### Problem description
If a line in the data contains "covering", copy it out.

### Available data
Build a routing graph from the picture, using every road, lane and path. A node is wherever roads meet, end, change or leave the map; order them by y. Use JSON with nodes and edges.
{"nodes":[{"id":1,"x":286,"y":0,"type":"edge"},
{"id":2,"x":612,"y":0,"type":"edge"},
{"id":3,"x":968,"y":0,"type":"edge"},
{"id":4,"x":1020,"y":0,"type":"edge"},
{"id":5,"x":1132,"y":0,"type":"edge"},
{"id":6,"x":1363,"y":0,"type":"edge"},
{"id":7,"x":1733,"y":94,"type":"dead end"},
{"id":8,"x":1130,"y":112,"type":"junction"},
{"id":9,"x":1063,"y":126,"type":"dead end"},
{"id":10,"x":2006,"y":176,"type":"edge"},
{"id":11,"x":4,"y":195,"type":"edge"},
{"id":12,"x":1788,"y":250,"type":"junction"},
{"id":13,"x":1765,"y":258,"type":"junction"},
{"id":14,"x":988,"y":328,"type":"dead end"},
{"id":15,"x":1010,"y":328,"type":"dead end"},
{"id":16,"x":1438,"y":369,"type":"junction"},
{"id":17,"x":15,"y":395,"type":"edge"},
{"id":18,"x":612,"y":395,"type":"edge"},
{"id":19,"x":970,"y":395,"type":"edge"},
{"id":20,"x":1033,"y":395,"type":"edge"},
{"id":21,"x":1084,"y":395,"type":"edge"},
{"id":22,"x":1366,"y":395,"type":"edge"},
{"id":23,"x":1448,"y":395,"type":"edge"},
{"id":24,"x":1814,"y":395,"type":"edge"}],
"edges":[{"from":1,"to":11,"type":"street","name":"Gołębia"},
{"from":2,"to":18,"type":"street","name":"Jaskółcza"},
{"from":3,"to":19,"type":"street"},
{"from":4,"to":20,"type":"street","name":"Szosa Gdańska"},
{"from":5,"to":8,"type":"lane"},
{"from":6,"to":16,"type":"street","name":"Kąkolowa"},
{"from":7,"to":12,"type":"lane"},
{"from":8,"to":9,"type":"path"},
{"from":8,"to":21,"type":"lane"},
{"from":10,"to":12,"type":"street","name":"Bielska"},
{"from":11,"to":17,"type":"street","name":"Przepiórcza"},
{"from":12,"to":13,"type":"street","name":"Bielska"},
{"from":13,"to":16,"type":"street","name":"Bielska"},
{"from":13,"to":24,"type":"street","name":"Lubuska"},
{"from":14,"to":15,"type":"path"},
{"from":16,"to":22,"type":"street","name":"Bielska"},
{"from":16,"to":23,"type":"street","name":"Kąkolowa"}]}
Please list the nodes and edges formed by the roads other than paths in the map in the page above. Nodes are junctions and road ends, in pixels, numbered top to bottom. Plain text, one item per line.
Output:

--

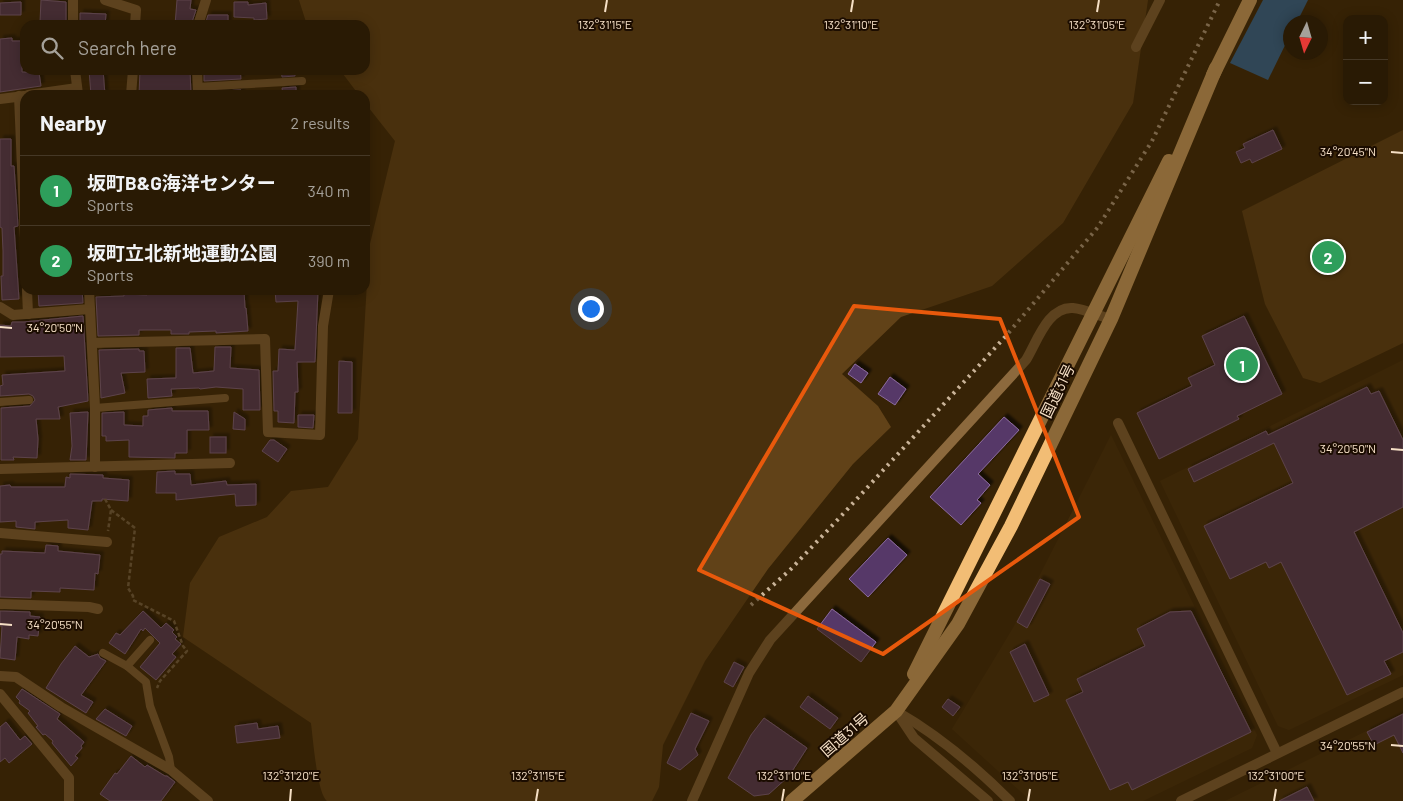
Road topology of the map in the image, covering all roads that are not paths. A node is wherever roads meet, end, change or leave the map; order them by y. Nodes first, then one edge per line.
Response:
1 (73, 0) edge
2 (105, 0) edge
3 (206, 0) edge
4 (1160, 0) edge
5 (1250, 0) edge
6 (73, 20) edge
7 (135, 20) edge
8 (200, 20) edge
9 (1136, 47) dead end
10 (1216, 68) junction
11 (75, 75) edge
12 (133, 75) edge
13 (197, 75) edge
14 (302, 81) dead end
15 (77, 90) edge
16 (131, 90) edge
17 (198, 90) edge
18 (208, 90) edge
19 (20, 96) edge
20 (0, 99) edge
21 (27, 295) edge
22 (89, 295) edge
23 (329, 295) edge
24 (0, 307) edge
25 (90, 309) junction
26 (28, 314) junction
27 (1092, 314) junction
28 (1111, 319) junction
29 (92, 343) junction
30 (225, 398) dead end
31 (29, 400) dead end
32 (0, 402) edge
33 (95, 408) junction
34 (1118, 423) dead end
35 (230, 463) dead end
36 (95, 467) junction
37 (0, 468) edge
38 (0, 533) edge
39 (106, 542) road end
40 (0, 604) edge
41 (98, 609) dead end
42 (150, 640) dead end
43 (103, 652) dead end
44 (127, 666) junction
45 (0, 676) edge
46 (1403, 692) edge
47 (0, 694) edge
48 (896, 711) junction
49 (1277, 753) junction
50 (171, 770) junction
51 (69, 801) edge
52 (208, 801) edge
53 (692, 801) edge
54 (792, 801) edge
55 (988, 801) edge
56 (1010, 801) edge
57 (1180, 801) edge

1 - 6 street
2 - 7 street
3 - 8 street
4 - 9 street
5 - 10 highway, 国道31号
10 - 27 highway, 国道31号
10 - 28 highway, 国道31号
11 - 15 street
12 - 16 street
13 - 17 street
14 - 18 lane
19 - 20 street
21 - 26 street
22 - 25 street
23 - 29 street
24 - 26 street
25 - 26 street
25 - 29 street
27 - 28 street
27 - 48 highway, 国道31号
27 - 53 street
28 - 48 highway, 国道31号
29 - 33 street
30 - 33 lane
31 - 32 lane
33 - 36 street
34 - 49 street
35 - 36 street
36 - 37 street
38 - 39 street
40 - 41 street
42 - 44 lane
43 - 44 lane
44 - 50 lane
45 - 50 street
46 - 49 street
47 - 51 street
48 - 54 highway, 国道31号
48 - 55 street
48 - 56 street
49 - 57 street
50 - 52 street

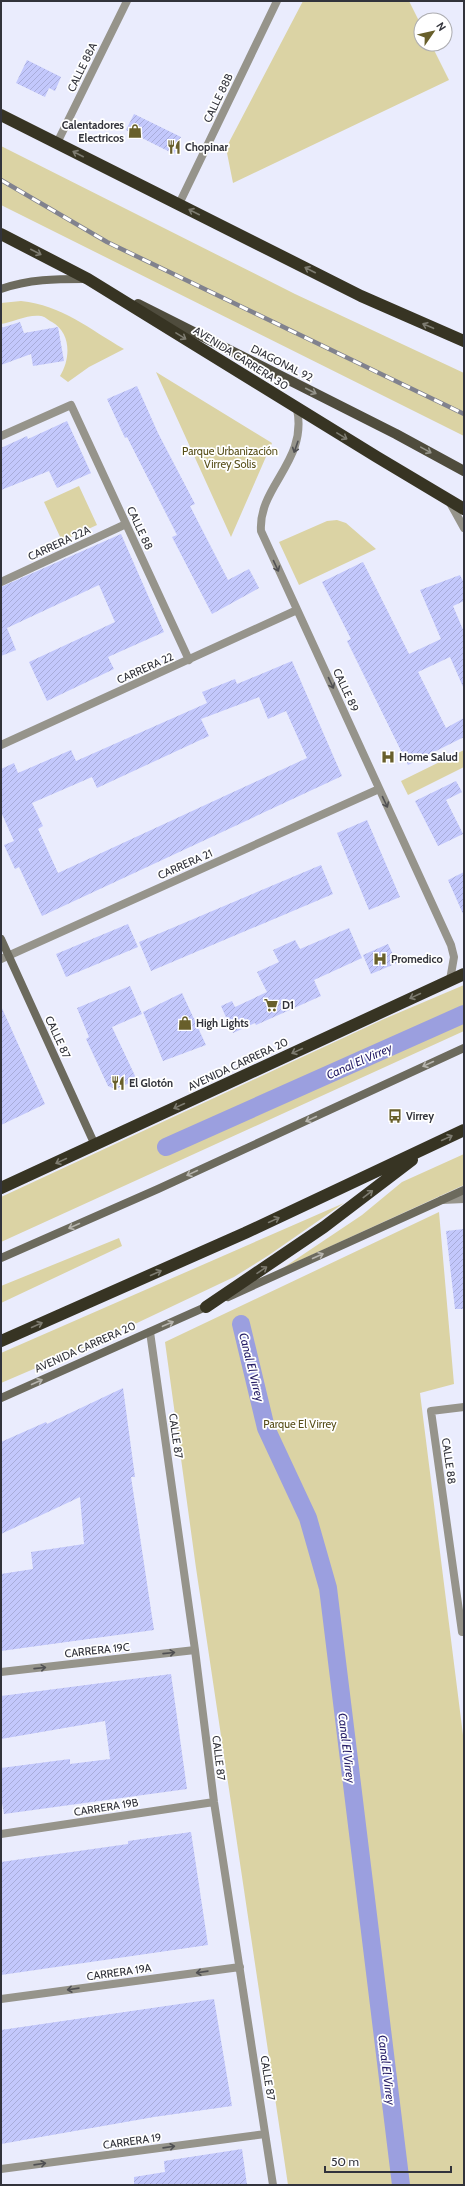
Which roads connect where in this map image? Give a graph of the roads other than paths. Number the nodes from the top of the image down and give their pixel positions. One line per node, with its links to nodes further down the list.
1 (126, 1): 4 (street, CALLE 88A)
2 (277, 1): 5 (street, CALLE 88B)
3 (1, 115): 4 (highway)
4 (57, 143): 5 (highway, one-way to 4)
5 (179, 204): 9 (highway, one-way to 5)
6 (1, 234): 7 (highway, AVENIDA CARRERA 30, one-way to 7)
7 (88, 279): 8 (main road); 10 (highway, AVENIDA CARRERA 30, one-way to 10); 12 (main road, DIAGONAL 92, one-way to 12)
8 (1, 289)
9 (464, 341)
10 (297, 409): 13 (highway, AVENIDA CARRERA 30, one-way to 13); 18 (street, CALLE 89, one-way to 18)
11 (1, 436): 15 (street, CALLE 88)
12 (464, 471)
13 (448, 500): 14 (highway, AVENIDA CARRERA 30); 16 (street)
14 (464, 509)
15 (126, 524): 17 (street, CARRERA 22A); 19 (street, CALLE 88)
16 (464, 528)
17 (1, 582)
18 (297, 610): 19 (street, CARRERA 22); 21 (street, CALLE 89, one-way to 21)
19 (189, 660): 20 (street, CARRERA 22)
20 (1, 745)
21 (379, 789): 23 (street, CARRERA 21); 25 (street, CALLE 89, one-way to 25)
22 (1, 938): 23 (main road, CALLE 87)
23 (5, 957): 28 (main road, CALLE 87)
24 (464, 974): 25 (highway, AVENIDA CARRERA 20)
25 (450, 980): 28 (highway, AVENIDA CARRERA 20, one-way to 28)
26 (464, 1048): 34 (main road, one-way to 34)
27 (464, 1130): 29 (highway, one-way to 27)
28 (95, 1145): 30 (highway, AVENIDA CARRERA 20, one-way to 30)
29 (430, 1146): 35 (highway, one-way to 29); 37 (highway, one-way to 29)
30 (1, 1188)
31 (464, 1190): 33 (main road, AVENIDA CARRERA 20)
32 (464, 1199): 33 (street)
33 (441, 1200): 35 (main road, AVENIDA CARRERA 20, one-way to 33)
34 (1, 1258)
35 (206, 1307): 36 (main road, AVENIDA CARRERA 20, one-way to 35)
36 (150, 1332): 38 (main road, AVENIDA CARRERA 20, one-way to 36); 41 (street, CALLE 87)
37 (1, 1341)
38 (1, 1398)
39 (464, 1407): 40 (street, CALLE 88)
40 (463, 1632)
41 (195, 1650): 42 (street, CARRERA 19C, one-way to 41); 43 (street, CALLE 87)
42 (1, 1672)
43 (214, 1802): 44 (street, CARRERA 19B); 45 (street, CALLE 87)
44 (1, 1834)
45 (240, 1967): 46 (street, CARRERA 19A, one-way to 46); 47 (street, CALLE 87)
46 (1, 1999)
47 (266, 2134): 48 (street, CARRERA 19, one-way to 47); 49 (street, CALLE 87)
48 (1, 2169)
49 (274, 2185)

...

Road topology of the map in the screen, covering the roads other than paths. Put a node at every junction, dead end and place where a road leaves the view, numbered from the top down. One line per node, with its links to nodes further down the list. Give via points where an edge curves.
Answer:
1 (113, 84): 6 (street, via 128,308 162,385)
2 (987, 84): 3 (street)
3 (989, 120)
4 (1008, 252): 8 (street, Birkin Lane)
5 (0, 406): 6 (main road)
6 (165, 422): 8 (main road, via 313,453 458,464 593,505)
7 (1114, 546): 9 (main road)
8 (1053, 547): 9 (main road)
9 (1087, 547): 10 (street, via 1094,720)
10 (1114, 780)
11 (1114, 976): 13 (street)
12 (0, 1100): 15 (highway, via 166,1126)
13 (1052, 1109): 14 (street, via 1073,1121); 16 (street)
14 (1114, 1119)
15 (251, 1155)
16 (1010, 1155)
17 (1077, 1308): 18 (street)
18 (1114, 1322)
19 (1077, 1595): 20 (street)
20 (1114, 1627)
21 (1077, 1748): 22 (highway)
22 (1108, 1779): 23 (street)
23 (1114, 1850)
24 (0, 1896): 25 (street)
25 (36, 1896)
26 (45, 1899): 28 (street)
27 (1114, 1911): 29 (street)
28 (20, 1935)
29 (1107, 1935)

### Result
Road topology of the map in the image, covering all roads that are not paths. A node is wherever roads meet, end, change or leave the map; order them by y. Nodes first, then one edge per line.
Road topology of the map in the screen, covering the roads other than paths. Put a node at every junction, dead end and place where a road leaves the view, numbered from the top down. One line per node, with its links to nodes further down the list. Give via points where an edge curves.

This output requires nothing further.